- Task item: Your job is to copy the data that follows exactly, every line included.

===== Supplied entries

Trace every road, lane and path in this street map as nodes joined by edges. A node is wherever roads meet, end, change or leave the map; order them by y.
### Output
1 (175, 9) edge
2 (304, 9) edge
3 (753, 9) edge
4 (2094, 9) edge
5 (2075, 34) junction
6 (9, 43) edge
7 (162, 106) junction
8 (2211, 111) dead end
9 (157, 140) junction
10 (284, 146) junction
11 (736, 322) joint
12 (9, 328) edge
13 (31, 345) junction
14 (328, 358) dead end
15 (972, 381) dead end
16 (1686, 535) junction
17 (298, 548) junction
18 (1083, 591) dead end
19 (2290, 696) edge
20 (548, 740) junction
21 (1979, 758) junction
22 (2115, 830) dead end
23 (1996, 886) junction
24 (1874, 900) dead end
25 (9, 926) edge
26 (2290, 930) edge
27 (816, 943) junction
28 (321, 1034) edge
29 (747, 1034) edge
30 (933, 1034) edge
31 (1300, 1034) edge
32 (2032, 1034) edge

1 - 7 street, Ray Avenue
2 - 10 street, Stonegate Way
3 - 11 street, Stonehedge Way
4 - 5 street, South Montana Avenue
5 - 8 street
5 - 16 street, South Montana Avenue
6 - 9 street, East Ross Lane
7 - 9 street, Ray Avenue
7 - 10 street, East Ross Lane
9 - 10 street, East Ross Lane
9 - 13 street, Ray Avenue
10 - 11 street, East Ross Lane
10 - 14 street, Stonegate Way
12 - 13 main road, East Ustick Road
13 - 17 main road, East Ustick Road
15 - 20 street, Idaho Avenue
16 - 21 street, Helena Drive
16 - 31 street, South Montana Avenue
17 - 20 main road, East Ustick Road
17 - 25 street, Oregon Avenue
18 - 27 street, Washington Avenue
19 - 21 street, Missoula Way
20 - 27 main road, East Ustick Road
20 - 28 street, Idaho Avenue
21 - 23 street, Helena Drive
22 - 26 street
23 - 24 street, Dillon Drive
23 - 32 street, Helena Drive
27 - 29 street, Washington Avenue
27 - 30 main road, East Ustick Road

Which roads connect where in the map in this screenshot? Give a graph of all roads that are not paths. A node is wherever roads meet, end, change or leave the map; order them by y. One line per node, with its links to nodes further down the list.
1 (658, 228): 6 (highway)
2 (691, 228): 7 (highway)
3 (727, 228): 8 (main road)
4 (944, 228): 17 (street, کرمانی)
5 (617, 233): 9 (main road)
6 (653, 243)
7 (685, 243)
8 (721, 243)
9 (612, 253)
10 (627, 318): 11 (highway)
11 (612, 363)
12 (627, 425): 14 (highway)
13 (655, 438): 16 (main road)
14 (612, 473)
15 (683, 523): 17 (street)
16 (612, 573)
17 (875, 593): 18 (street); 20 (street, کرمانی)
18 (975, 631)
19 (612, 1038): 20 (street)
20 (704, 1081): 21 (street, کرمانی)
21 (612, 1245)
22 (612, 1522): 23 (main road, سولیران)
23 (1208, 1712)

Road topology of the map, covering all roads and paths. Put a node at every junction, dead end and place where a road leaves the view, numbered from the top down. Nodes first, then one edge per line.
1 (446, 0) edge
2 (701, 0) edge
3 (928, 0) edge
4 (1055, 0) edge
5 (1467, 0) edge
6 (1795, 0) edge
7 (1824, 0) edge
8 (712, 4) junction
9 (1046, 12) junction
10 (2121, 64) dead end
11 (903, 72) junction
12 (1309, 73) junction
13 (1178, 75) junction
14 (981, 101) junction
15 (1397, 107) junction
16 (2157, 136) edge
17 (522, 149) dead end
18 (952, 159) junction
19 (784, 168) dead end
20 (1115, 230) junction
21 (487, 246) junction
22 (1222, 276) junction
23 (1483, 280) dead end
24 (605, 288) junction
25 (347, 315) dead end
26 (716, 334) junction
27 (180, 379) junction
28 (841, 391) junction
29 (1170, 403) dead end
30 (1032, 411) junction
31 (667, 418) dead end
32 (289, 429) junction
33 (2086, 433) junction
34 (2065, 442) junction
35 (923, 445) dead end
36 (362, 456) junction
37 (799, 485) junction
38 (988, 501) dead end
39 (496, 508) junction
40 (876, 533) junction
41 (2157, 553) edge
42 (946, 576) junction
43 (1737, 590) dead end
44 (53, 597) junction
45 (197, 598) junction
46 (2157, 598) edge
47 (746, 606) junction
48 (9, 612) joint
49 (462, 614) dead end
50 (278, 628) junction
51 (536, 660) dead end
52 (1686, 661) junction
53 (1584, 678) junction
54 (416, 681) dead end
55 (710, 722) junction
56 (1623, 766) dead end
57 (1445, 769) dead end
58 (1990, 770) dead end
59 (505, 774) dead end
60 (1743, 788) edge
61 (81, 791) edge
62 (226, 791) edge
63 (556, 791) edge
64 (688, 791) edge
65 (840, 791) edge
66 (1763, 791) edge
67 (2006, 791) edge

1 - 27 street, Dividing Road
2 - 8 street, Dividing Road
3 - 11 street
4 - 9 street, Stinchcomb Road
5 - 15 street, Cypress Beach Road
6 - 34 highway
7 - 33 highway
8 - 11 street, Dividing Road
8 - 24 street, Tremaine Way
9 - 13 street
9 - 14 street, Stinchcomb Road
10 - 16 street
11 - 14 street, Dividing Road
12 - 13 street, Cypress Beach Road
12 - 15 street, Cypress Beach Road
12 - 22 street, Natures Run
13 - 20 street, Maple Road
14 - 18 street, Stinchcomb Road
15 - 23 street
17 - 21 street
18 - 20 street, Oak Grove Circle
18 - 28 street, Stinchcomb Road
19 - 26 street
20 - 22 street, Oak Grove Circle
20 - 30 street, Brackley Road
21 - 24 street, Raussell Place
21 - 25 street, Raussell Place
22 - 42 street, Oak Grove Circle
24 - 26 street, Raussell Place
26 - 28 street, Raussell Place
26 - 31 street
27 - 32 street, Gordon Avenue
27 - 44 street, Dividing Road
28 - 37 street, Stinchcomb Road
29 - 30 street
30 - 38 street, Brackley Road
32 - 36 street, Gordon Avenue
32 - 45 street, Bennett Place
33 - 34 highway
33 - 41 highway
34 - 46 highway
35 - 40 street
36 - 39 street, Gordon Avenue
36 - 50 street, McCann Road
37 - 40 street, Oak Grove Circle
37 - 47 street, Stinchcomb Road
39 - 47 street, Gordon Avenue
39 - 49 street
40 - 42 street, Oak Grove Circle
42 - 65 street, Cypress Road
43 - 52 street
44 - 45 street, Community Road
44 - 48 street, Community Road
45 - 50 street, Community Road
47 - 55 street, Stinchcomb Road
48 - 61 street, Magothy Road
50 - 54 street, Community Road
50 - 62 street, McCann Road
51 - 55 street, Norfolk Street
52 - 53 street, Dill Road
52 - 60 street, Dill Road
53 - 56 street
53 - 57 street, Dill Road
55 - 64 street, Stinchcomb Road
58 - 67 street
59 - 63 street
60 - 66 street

==========

- Response:
Trace every road, lane and path in this street map as nodes joined by edges. A node is wherever roads meet, end, change or leave the map; order them by y.
### Output
1 (175, 9) edge
2 (304, 9) edge
3 (753, 9) edge
4 (2094, 9) edge
5 (2075, 34) junction
6 (9, 43) edge
7 (162, 106) junction
8 (2211, 111) dead end
9 (157, 140) junction
10 (284, 146) junction
11 (736, 322) joint
12 (9, 328) edge
13 (31, 345) junction
14 (328, 358) dead end
15 (972, 381) dead end
16 (1686, 535) junction
17 (298, 548) junction
18 (1083, 591) dead end
19 (2290, 696) edge
20 (548, 740) junction
21 (1979, 758) junction
22 (2115, 830) dead end
23 (1996, 886) junction
24 (1874, 900) dead end
25 (9, 926) edge
26 (2290, 930) edge
27 (816, 943) junction
28 (321, 1034) edge
29 (747, 1034) edge
30 (933, 1034) edge
31 (1300, 1034) edge
32 (2032, 1034) edge

1 - 7 street, Ray Avenue
2 - 10 street, Stonegate Way
3 - 11 street, Stonehedge Way
4 - 5 street, South Montana Avenue
5 - 8 street
5 - 16 street, South Montana Avenue
6 - 9 street, East Ross Lane
7 - 9 street, Ray Avenue
7 - 10 street, East Ross Lane
9 - 10 street, East Ross Lane
9 - 13 street, Ray Avenue
10 - 11 street, East Ross Lane
10 - 14 street, Stonegate Way
12 - 13 main road, East Ustick Road
13 - 17 main road, East Ustick Road
15 - 20 street, Idaho Avenue
16 - 21 street, Helena Drive
16 - 31 street, South Montana Avenue
17 - 20 main road, East Ustick Road
17 - 25 street, Oregon Avenue
18 - 27 street, Washington Avenue
19 - 21 street, Missoula Way
20 - 27 main road, East Ustick Road
20 - 28 street, Idaho Avenue
21 - 23 street, Helena Drive
22 - 26 street
23 - 24 street, Dillon Drive
23 - 32 street, Helena Drive
27 - 29 street, Washington Avenue
27 - 30 main road, East Ustick Road

Which roads connect where in the map in this screenshot? Give a graph of all roads that are not paths. A node is wherever roads meet, end, change or leave the map; order them by y. One line per node, with its links to nodes further down the list.
1 (658, 228): 6 (highway)
2 (691, 228): 7 (highway)
3 (727, 228): 8 (main road)
4 (944, 228): 17 (street, کرمانی)
5 (617, 233): 9 (main road)
6 (653, 243)
7 (685, 243)
8 (721, 243)
9 (612, 253)
10 (627, 318): 11 (highway)
11 (612, 363)
12 (627, 425): 14 (highway)
13 (655, 438): 16 (main road)
14 (612, 473)
15 (683, 523): 17 (street)
16 (612, 573)
17 (875, 593): 18 (street); 20 (street, کرمانی)
18 (975, 631)
19 (612, 1038): 20 (street)
20 (704, 1081): 21 (street, کرمانی)
21 (612, 1245)
22 (612, 1522): 23 (main road, سولیران)
23 (1208, 1712)

Road topology of the map, covering all roads and paths. Put a node at every junction, dead end and place where a road leaves the view, numbered from the top down. Nodes first, then one edge per line.
1 (446, 0) edge
2 (701, 0) edge
3 (928, 0) edge
4 (1055, 0) edge
5 (1467, 0) edge
6 (1795, 0) edge
7 (1824, 0) edge
8 (712, 4) junction
9 (1046, 12) junction
10 (2121, 64) dead end
11 (903, 72) junction
12 (1309, 73) junction
13 (1178, 75) junction
14 (981, 101) junction
15 (1397, 107) junction
16 (2157, 136) edge
17 (522, 149) dead end
18 (952, 159) junction
19 (784, 168) dead end
20 (1115, 230) junction
21 (487, 246) junction
22 (1222, 276) junction
23 (1483, 280) dead end
24 (605, 288) junction
25 (347, 315) dead end
26 (716, 334) junction
27 (180, 379) junction
28 (841, 391) junction
29 (1170, 403) dead end
30 (1032, 411) junction
31 (667, 418) dead end
32 (289, 429) junction
33 (2086, 433) junction
34 (2065, 442) junction
35 (923, 445) dead end
36 (362, 456) junction
37 (799, 485) junction
38 (988, 501) dead end
39 (496, 508) junction
40 (876, 533) junction
41 (2157, 553) edge
42 (946, 576) junction
43 (1737, 590) dead end
44 (53, 597) junction
45 (197, 598) junction
46 (2157, 598) edge
47 (746, 606) junction
48 (9, 612) joint
49 (462, 614) dead end
50 (278, 628) junction
51 (536, 660) dead end
52 (1686, 661) junction
53 (1584, 678) junction
54 (416, 681) dead end
55 (710, 722) junction
56 (1623, 766) dead end
57 (1445, 769) dead end
58 (1990, 770) dead end
59 (505, 774) dead end
60 (1743, 788) edge
61 (81, 791) edge
62 (226, 791) edge
63 (556, 791) edge
64 (688, 791) edge
65 (840, 791) edge
66 (1763, 791) edge
67 (2006, 791) edge

1 - 27 street, Dividing Road
2 - 8 street, Dividing Road
3 - 11 street
4 - 9 street, Stinchcomb Road
5 - 15 street, Cypress Beach Road
6 - 34 highway
7 - 33 highway
8 - 11 street, Dividing Road
8 - 24 street, Tremaine Way
9 - 13 street
9 - 14 street, Stinchcomb Road
10 - 16 street
11 - 14 street, Dividing Road
12 - 13 street, Cypress Beach Road
12 - 15 street, Cypress Beach Road
12 - 22 street, Natures Run
13 - 20 street, Maple Road
14 - 18 street, Stinchcomb Road
15 - 23 street
17 - 21 street
18 - 20 street, Oak Grove Circle
18 - 28 street, Stinchcomb Road
19 - 26 street
20 - 22 street, Oak Grove Circle
20 - 30 street, Brackley Road
21 - 24 street, Raussell Place
21 - 25 street, Raussell Place
22 - 42 street, Oak Grove Circle
24 - 26 street, Raussell Place
26 - 28 street, Raussell Place
26 - 31 street
27 - 32 street, Gordon Avenue
27 - 44 street, Dividing Road
28 - 37 street, Stinchcomb Road
29 - 30 street
30 - 38 street, Brackley Road
32 - 36 street, Gordon Avenue
32 - 45 street, Bennett Place
33 - 34 highway
33 - 41 highway
34 - 46 highway
35 - 40 street
36 - 39 street, Gordon Avenue
36 - 50 street, McCann Road
37 - 40 street, Oak Grove Circle
37 - 47 street, Stinchcomb Road
39 - 47 street, Gordon Avenue
39 - 49 street
40 - 42 street, Oak Grove Circle
42 - 65 street, Cypress Road
43 - 52 street
44 - 45 street, Community Road
44 - 48 street, Community Road
45 - 50 street, Community Road
47 - 55 street, Stinchcomb Road
48 - 61 street, Magothy Road
50 - 54 street, Community Road
50 - 62 street, McCann Road
51 - 55 street, Norfolk Street
52 - 53 street, Dill Road
52 - 60 street, Dill Road
53 - 56 street
53 - 57 street, Dill Road
55 - 64 street, Stinchcomb Road
58 - 67 street
59 - 63 street
60 - 66 street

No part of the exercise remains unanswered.